**Action item**
Set down all of the data exactly. Pictures stay out of the copy.

**Records for the exercise**

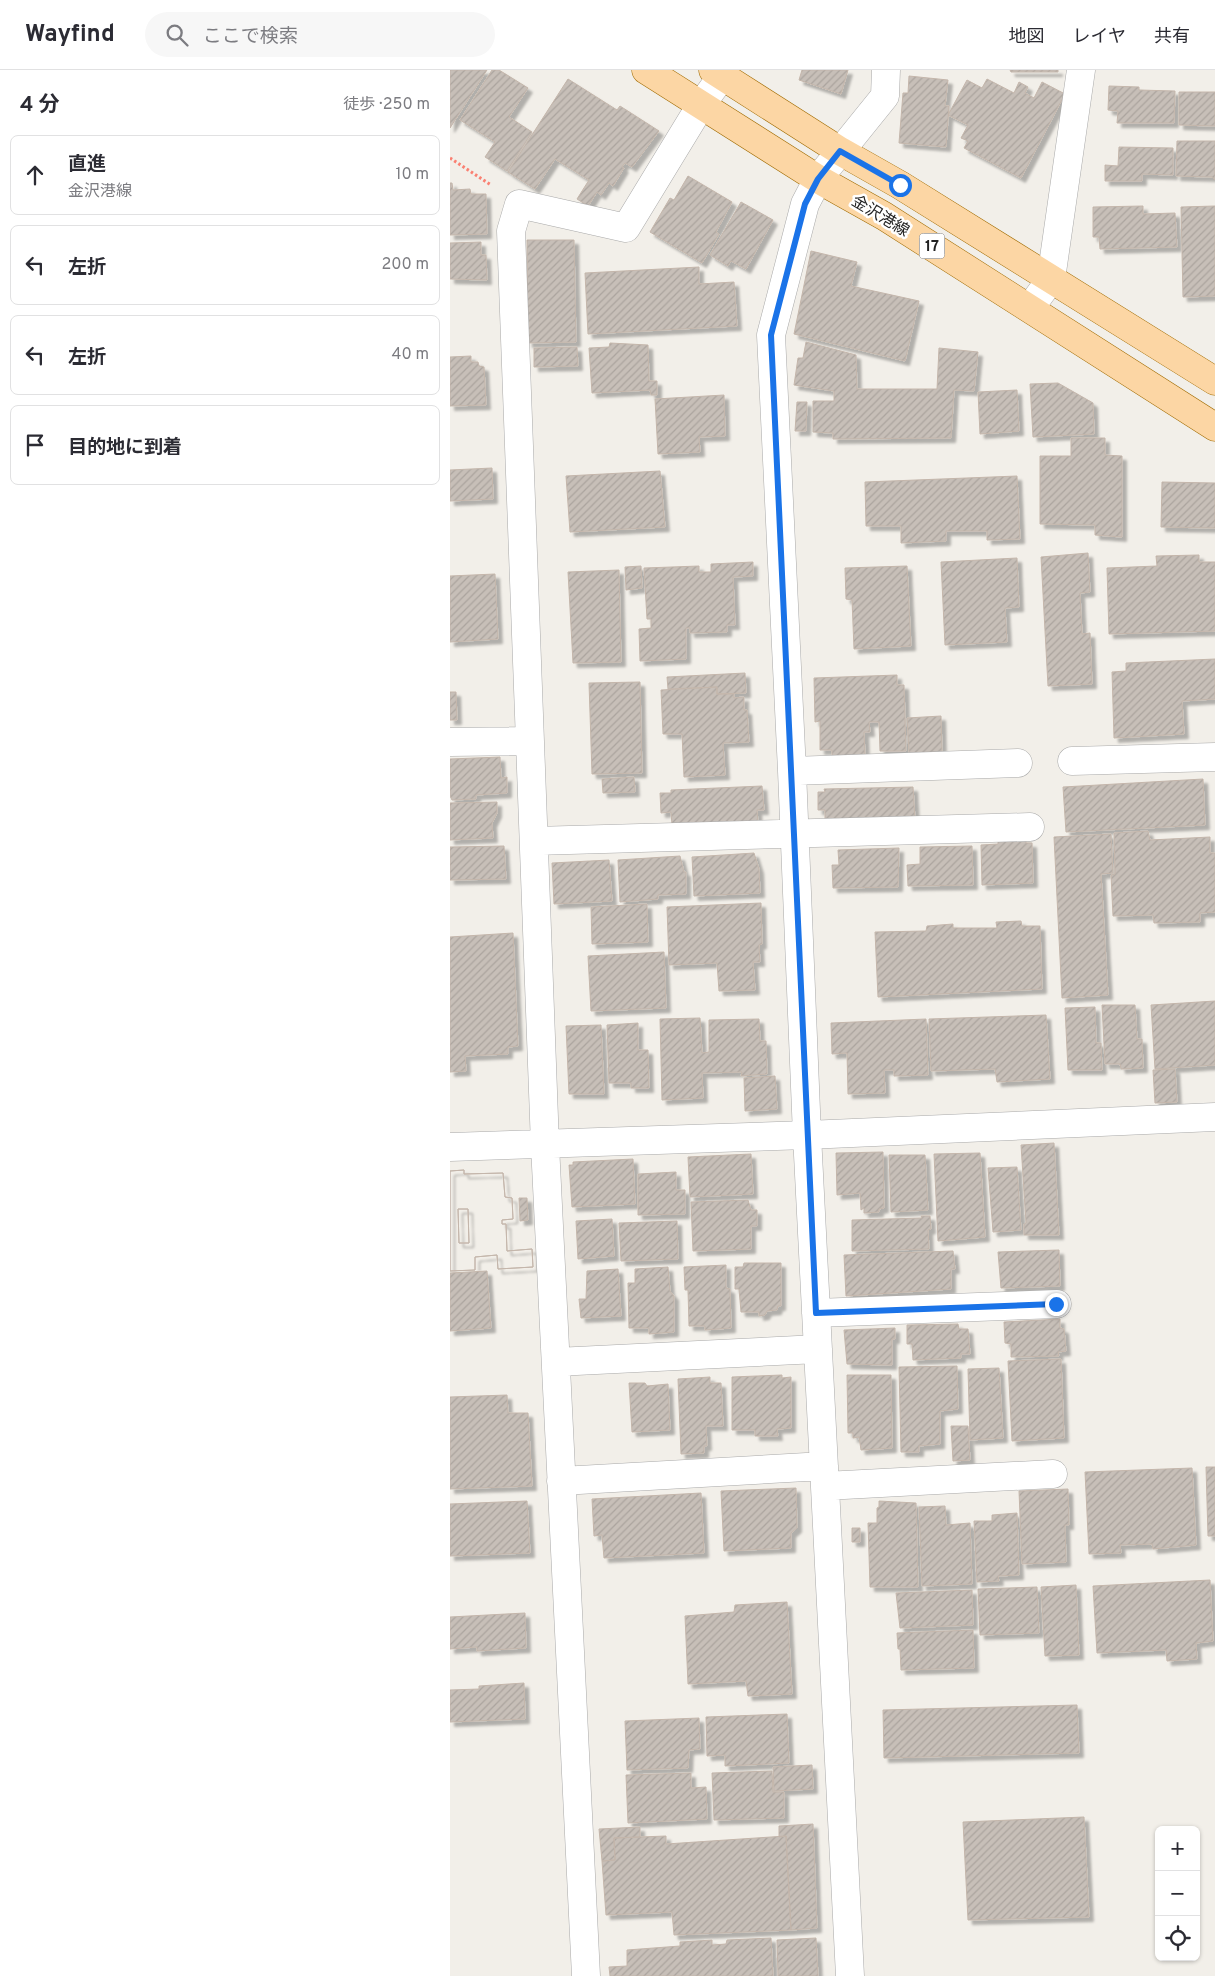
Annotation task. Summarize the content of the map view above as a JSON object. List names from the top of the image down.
{
  "streets": {
    "main road": ["金沢港線", "17"]
  },
  "page": {
    "header": "Wayfind",
    "search": "ここで検索",
    "nav": ["地図", "レイヤ", "共有"],
    "heading": ["4 分", "徒歩 · 250 m"],
    "list": [
      ["直進", "金沢港線", "10 m"],
      ["左折", "200 m"],
      ["左折", "40 m"],
      "目的地に到着"
    ],
    "map_buttons": ["+", "−"]
  }
}
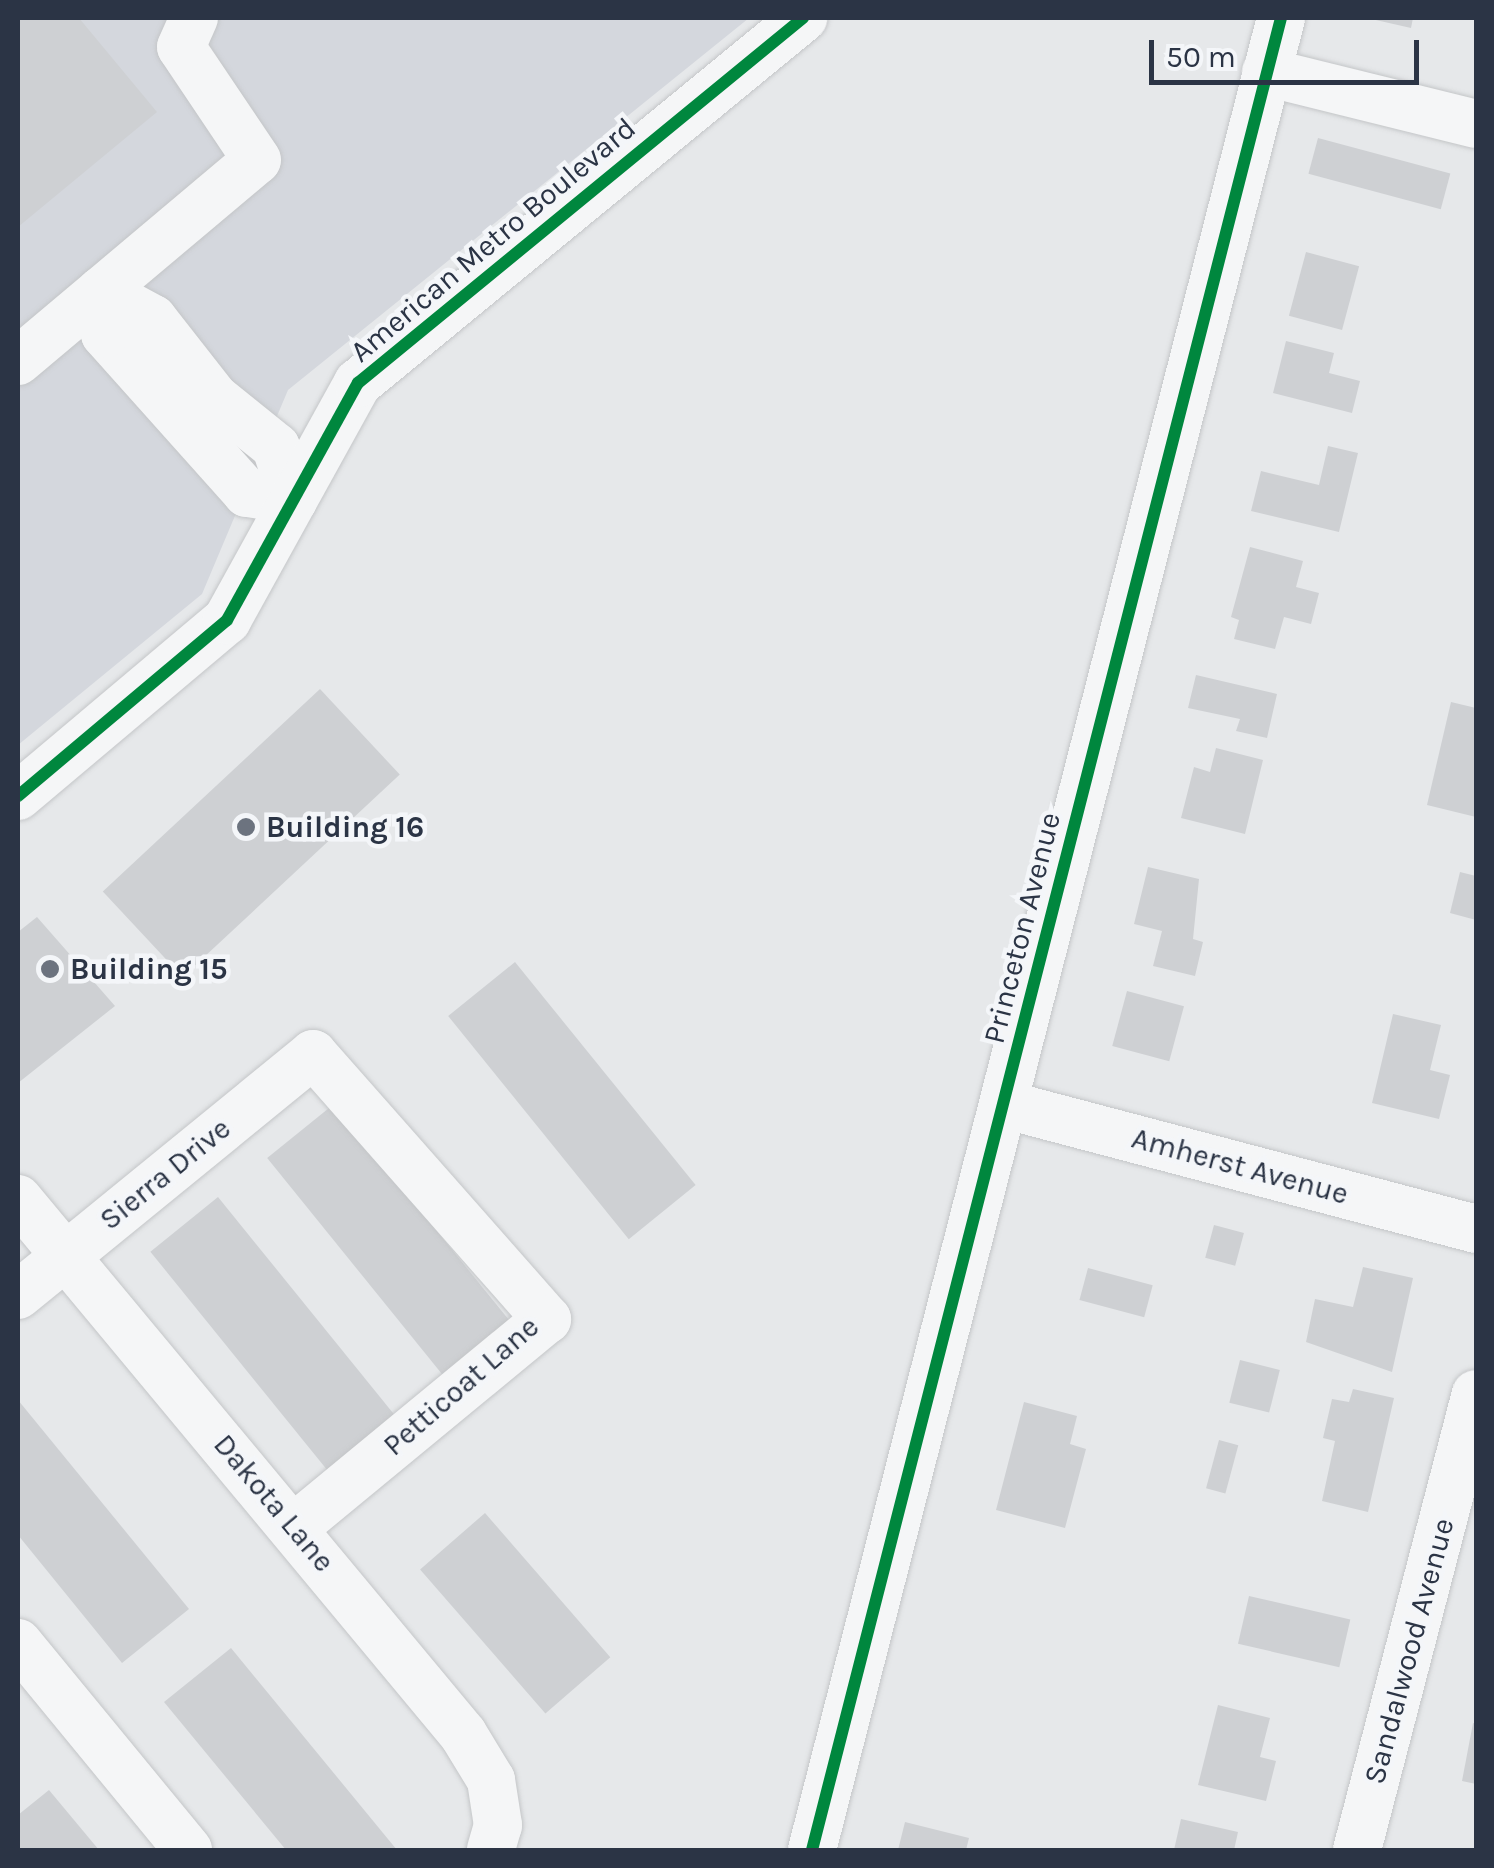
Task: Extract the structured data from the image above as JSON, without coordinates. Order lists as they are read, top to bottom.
{
  "streets": {
    "street": [
      "American Metro Boulevard",
      "Princeton Avenue",
      "Amherst Avenue",
      "Sierra Drive",
      "Petticoat Lane",
      "Dakota Lane",
      "Sandalwood Avenue"
    ]
  },
  "crossings": [
    ["Princeton Avenue", "Amherst Avenue"],
    ["Sierra Drive", "Petticoat Lane"],
    ["Sierra Drive", "Dakota Lane"],
    ["Petticoat Lane", "Dakota Lane"]
  ],
  "places": ["Building 16", "Building 15"],
  "scale_bar": "50 m"
}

**Final answer**
Annotation task. Summarize the content of the map view above as a JSON object. List names from the top of the image down.
{
  "streets": {
    "main road": ["金沢港線", "17"]
  },
  "page": {
    "header": "Wayfind",
    "search": "ここで検索",
    "nav": ["地図", "レイヤ", "共有"],
    "heading": ["4 分", "徒歩 · 250 m"],
    "list": [
      ["直進", "金沢港線", "10 m"],
      ["左折", "200 m"],
      ["左折", "40 m"],
      "目的地に到着"
    ],
    "map_buttons": ["+", "−"]
  }
}
Task: Extract the structured data from the image above as JSON, without coordinates. Order lists as they are read, top to bottom.
{
  "streets": {
    "street": [
      "American Metro Boulevard",
      "Princeton Avenue",
      "Amherst Avenue",
      "Sierra Drive",
      "Petticoat Lane",
      "Dakota Lane",
      "Sandalwood Avenue"
    ]
  },
  "crossings": [
    ["Princeton Avenue", "Amherst Avenue"],
    ["Sierra Drive", "Petticoat Lane"],
    ["Sierra Drive", "Dakota Lane"],
    ["Petticoat Lane", "Dakota Lane"]
  ],
  "places": ["Building 16", "Building 15"],
  "scale_bar": "50 m"
}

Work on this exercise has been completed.